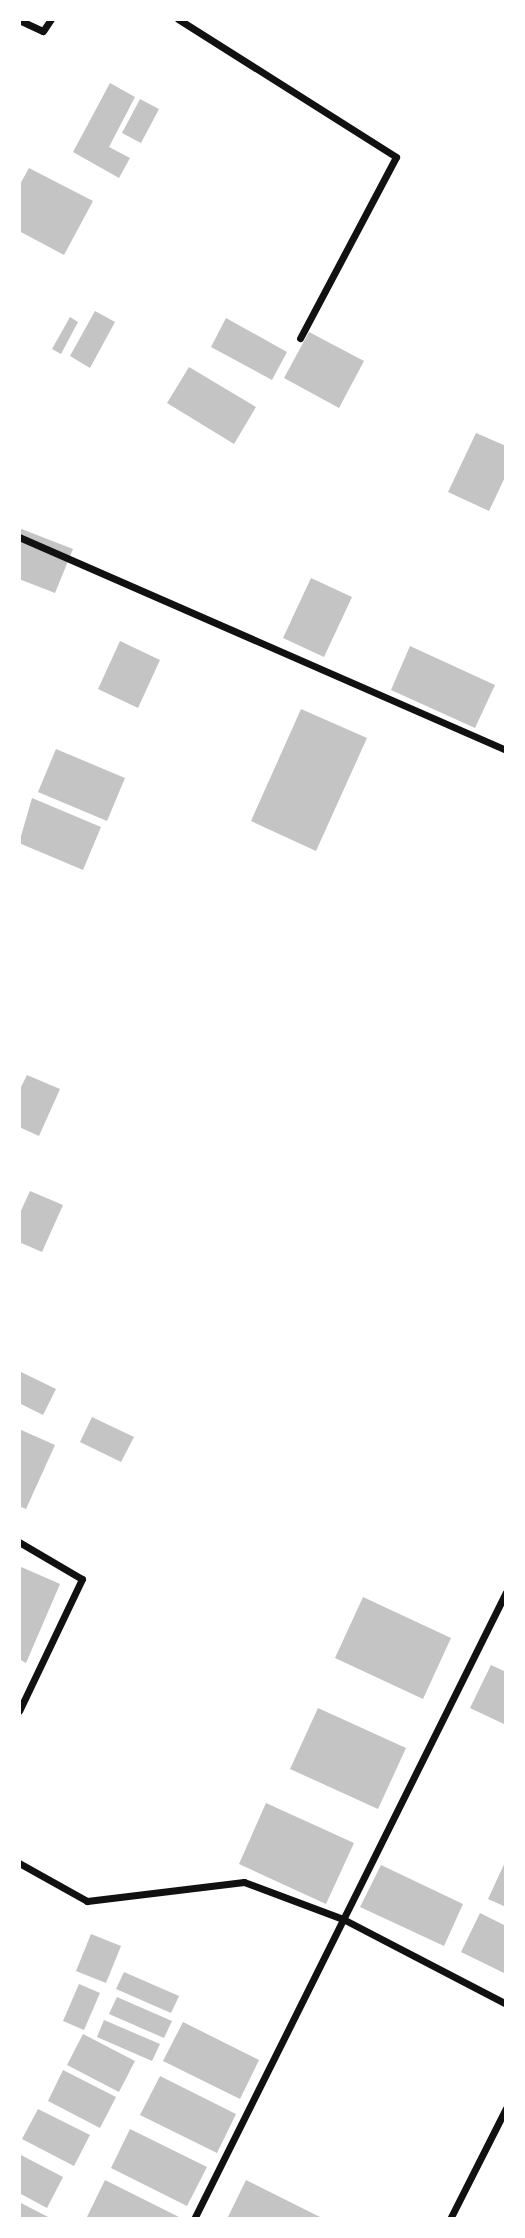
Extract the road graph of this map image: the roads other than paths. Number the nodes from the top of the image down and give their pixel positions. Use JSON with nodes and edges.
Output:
{"nodes":[{"id":1,"x":51,"y":19,"type":"edge"},
{"id":2,"x":178,"y":19,"type":"edge"},
{"id":3,"x":19,"y":20,"type":"edge"},
{"id":4,"x":300,"y":338,"type":"dead end"},
{"id":5,"x":19,"y":537,"type":"edge"},
{"id":6,"x":506,"y":751,"type":"edge"},
{"id":7,"x":19,"y":1542,"type":"edge"},
{"id":8,"x":506,"y":1592,"type":"edge"},
{"id":9,"x":19,"y":1711,"type":"edge"},
{"id":10,"x":19,"y":1863,"type":"edge"},
{"id":11,"x":343,"y":1919,"type":"junction"},
{"id":12,"x":506,"y":2004,"type":"edge"},
{"id":13,"x":506,"y":2108,"type":"edge"},
{"id":14,"x":194,"y":2219,"type":"edge"},
{"id":15,"x":450,"y":2219,"type":"edge"}],
"edges":[{"from":1,"to":3,"type":"street"},
{"from":2,"to":4,"type":"street"},
{"from":5,"to":6,"type":"street"},
{"from":7,"to":9,"type":"street"},
{"from":8,"to":11,"type":"street"},
{"from":10,"to":11,"type":"street"},
{"from":11,"to":12,"type":"street"},
{"from":11,"to":14,"type":"street"},
{"from":13,"to":15,"type":"street"}]}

----------

• [Task instructions]: Reply with every line of the listing that has the string "nodes".

• [Result]:
Extract the road graph of this map image: the roads other than paths. Number the nodes from the top of the image down and give their pixel positions. Use JSON with nodes and edges.
{"nodes":[{"id":1,"x":51,"y":19,"type":"edge"},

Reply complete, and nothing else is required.